Race is taken into account as part of a personal achievement index that is used along with an academic index — that is, one based largely on grades.  A given applicant’s race is just one factor in the personal achievement ranking, and the University insists that it does not control outcomes on its own; admissions officers look at each student, it insists, in a “holistic” way.

In practical operation, the Austin plan has achieved the “diversity” results the University sought: the University of Texas vaulted into the sixth spot nationally in producing undergraduate degrees for minority groups.   In the admissions in 2008, overall enrollment of black applicants had doubled, that of Hispanic applicants rose 1.5 times, and Asian-Americans, nearly ten percent.   Some part of that, of course, was due to changes in Texas’s overall population, with the state’s Hispanic population growing at a very rapid rate.

Ms. Fisher (and another white applicant no longer involved in the case) sued the University after they were denied admission.   Although Ms. Fisher went on to college at Louisiana State University and has since graduated, she remains the central figure in her case, with her lawyers insisting that she still has a legal interest in it.   She lost in a U.S. District Court, and in the Fifth Circuit Court — a regional federal appeals court.   In the appeals court, the three judges were divided two to one in favor of the University plan.   When Ms. Fisher’s lawyers tried to get the case reconsidered by the full Fifth Circuit Court (a larger panel), she lost, nine to seven.

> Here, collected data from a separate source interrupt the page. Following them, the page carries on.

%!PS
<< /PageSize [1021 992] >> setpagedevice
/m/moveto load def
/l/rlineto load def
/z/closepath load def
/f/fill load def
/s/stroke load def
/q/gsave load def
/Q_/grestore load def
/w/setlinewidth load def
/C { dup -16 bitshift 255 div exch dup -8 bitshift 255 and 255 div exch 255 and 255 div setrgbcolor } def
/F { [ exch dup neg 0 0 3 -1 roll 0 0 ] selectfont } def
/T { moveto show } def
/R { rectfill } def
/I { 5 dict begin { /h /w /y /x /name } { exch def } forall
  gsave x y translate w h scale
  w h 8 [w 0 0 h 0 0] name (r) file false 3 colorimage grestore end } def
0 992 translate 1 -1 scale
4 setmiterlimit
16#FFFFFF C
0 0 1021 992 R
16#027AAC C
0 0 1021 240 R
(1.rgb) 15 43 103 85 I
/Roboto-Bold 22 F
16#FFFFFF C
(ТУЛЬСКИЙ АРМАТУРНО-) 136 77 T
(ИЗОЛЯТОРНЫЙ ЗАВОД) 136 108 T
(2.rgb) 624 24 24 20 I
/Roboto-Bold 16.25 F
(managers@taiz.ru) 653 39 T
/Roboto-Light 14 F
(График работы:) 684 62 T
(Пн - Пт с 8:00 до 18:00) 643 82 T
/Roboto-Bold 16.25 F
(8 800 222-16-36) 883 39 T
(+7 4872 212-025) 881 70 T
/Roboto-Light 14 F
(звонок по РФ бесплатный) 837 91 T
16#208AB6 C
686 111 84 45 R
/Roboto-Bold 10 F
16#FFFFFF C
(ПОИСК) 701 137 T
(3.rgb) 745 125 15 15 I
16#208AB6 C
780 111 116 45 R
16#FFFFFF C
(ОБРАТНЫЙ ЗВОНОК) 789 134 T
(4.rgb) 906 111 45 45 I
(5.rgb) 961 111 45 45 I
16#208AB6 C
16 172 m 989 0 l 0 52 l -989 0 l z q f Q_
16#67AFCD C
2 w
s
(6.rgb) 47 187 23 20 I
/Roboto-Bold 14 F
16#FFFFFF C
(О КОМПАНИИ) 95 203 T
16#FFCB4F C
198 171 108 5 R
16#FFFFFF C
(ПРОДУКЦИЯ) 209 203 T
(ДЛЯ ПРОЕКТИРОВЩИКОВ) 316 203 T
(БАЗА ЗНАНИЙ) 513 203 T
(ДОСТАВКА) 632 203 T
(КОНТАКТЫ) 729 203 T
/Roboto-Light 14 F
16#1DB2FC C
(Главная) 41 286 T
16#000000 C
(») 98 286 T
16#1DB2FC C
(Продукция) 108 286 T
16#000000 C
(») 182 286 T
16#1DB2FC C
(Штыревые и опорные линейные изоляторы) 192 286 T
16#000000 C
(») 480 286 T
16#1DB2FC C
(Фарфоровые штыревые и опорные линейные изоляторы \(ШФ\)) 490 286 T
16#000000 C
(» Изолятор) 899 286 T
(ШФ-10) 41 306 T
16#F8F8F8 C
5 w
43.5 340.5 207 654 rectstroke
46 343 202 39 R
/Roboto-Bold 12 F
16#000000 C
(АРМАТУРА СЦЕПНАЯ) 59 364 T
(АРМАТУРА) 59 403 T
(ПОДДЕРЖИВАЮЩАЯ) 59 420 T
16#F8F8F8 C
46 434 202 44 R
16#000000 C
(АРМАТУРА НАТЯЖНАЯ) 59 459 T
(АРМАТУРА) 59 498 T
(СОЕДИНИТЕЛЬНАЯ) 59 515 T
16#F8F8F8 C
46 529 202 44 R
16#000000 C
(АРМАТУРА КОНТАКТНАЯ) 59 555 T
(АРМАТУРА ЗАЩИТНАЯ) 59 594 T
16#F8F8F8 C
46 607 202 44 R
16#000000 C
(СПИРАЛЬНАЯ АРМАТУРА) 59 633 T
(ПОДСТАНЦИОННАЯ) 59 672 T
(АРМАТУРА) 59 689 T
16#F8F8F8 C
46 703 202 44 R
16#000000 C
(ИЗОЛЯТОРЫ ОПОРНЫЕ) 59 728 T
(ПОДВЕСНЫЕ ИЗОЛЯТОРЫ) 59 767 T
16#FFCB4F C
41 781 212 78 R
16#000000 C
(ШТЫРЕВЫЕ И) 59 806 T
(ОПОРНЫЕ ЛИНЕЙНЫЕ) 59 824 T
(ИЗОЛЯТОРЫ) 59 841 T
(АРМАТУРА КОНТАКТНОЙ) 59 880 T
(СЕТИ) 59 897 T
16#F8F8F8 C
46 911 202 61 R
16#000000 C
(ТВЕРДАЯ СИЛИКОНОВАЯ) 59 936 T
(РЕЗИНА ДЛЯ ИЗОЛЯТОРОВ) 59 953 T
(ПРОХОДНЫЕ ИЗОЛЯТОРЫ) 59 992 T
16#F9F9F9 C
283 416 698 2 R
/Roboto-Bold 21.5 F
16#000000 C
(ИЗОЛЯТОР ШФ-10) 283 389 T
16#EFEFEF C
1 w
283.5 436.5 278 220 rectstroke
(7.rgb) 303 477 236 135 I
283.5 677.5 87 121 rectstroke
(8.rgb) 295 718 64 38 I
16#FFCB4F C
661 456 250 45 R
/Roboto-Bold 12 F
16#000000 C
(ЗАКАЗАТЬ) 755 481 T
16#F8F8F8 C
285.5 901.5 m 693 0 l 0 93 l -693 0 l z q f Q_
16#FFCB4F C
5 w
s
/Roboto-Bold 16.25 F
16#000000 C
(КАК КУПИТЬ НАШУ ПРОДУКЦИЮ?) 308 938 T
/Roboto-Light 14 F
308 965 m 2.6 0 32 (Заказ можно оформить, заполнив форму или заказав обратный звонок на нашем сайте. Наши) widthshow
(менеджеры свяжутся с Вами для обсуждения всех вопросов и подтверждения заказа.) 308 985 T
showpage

In rejecting Ms. Fisher’s challenge, the three-judge Circuit Court found that the University had correctly applied the constitutional standards that the Supreme Court had fashioned in the Michigan law school case.   It said that the University could legally try to achieve a “critical mass” in minority admissions through increased variety of views expressed in classroom discussions, in preparing students to be professionals in “work and citizenship,” and in preparing them to engage actively in the nation’s civic life.    Race can be used, that court said, only if it allows for a look at each individual applying for admission as an individual, and applicants of all races are entitled to the same kind of evaluation.   No racial stereotypes may be used, it said, and there cannot be any racial quotas nor separate admission groupings according to race.  Finally, it said, the University cannot award a fixed number of bonus points to minorities in calculating individual indexes.   The fact that the University has promised to review the program every five years, to assure that it is still working to achieve its goals and is staying within constitutional limits, counted in favor of its plan.

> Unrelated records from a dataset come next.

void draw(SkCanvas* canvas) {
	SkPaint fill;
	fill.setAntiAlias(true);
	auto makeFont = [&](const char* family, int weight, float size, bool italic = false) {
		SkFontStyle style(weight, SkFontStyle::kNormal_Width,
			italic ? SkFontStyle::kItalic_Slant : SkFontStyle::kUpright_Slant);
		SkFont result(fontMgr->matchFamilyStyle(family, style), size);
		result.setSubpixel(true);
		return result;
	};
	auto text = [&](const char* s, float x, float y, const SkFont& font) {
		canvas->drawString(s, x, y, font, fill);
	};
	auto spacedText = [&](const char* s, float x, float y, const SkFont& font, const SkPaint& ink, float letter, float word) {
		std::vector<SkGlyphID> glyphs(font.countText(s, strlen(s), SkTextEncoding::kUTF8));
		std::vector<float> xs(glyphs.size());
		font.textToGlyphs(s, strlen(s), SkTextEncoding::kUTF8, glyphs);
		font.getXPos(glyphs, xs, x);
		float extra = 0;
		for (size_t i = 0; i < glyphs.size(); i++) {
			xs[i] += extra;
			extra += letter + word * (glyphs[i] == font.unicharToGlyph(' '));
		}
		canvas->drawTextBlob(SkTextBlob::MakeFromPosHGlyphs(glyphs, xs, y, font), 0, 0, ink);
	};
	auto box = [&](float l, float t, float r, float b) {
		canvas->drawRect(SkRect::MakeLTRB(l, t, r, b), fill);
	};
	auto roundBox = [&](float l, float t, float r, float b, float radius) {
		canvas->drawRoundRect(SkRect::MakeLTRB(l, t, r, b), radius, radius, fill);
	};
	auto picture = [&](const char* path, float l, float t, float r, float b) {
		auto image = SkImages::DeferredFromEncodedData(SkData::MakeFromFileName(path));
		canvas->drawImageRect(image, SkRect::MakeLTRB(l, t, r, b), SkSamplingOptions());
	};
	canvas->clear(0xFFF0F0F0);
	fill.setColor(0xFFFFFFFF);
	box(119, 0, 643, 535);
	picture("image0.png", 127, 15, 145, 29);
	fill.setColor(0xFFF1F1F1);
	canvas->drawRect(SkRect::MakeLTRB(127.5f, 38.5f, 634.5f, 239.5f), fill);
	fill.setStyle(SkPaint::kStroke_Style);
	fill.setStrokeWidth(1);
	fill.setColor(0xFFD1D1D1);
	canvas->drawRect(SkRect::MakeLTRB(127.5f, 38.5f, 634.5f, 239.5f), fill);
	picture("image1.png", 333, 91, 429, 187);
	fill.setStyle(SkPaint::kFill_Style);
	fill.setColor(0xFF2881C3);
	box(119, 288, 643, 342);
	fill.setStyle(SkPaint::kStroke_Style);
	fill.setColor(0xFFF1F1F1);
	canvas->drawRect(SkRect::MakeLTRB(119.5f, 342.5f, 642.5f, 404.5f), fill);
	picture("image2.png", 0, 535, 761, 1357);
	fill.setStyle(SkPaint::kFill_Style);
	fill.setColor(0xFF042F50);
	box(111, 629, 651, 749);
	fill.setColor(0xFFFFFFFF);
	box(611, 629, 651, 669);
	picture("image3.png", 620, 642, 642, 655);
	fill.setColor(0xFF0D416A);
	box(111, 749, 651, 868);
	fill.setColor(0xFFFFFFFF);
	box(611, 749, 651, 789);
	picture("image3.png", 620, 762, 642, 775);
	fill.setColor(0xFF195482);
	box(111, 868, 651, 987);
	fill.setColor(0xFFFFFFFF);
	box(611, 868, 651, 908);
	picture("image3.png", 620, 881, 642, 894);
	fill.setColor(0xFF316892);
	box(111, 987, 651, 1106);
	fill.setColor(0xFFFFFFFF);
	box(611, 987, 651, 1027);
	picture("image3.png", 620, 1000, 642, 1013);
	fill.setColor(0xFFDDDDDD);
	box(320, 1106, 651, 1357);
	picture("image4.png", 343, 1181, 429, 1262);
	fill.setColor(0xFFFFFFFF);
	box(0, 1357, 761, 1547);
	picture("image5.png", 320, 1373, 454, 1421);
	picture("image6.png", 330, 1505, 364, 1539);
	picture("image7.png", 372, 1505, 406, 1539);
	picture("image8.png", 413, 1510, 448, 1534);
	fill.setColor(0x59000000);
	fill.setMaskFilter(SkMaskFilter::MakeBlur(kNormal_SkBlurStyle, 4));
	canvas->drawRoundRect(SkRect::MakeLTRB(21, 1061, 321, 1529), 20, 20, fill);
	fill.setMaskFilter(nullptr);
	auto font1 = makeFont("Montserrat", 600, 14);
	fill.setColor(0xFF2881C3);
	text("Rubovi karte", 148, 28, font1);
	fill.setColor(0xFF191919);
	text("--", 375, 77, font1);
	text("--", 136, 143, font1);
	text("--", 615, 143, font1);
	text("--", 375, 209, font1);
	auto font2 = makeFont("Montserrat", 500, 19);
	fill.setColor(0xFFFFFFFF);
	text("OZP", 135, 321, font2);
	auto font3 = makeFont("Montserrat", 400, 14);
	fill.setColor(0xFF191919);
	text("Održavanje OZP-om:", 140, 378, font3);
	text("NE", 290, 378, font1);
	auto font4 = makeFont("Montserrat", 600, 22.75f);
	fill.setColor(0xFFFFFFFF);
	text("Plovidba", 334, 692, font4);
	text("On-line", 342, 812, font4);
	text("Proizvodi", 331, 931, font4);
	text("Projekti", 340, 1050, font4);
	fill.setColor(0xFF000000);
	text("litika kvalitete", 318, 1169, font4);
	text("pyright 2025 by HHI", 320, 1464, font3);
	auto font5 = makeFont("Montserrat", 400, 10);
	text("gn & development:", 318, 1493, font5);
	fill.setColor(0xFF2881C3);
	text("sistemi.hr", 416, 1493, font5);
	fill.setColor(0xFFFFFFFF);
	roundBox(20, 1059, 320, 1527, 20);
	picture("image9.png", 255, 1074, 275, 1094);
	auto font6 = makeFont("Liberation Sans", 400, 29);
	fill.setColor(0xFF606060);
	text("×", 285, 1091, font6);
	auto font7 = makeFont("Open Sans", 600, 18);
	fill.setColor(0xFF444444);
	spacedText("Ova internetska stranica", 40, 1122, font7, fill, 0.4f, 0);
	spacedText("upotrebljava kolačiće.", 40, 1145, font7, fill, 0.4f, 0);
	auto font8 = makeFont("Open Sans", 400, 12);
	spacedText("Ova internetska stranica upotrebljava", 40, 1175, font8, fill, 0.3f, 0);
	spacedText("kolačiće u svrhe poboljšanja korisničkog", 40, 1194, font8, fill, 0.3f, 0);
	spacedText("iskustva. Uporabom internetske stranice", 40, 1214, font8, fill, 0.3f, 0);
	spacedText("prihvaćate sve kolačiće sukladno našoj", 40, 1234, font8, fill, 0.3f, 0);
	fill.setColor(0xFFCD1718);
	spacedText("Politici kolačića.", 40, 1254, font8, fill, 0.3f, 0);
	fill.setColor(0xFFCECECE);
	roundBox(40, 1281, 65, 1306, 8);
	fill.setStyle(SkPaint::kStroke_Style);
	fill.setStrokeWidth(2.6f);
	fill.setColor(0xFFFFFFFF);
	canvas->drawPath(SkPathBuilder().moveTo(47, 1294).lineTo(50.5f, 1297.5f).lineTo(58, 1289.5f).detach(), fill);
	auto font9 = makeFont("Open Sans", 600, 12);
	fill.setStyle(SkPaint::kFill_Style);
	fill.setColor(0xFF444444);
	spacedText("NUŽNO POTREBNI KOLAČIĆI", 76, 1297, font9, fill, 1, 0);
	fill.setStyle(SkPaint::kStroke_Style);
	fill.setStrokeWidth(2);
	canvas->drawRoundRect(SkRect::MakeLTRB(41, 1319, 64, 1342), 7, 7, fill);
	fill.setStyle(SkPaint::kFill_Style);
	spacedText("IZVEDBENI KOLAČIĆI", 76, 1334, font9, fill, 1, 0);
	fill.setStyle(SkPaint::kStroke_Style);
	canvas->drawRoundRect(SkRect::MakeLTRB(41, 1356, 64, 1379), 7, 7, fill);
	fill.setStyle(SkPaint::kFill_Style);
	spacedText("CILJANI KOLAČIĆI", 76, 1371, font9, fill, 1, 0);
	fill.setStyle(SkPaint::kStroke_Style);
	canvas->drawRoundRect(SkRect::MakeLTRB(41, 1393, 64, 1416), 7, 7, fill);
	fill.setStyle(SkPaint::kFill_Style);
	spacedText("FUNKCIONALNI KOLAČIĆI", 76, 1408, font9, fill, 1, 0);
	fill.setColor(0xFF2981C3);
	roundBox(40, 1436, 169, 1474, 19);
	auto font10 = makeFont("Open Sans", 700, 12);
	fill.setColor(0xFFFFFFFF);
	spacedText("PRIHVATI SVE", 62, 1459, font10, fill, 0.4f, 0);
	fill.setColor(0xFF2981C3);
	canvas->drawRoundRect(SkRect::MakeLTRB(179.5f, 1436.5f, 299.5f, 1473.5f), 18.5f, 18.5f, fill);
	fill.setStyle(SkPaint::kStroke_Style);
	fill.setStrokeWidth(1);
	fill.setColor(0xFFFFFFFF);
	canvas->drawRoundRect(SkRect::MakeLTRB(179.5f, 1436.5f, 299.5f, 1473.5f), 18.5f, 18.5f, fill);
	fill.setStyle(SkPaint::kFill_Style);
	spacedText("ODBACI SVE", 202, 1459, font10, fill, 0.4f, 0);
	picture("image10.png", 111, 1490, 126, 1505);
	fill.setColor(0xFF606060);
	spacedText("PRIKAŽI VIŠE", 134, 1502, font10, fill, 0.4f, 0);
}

Ms. Fisher’s lawyers took the case on to the Supreme Court last September.  They raised a single question: whether prior Supreme Court decisions on racial equality, including the latest college admissions decision in 2003, permit the University of Texas to use race in the selection of its freshman classes.   The Court announced in February that it would hear the case, but it noted that Justice Elena Kagan will not take part in the case.   That was not explained, but it appeared to be because she was serving in a high-level position in the Justice Department when the case was moving through lower federal courts and the government had a policy favoring some use of race in college admissions.

With eight Justices taking part, there is always a chance that the Court, in reaching a final decision, will split four to four.  If that happens, it will result in a simple, one-line decision announcing that the Fifth Circuit Court’s decision is being upheld.  That will be a binding outcome for this particular case, but it does not set a binding precedent for any other case even though the same issue arose again.   The University, however, would have won the case, and its current plan would have passed the constitutional test.

The Supreme Court has scheduled a one-hour hearing on the case on October 10.   There is no set timetable after that for it to announce its decision.  It will take five votes among the eight participating Justices to reach a definite decision for or against the Texas plan.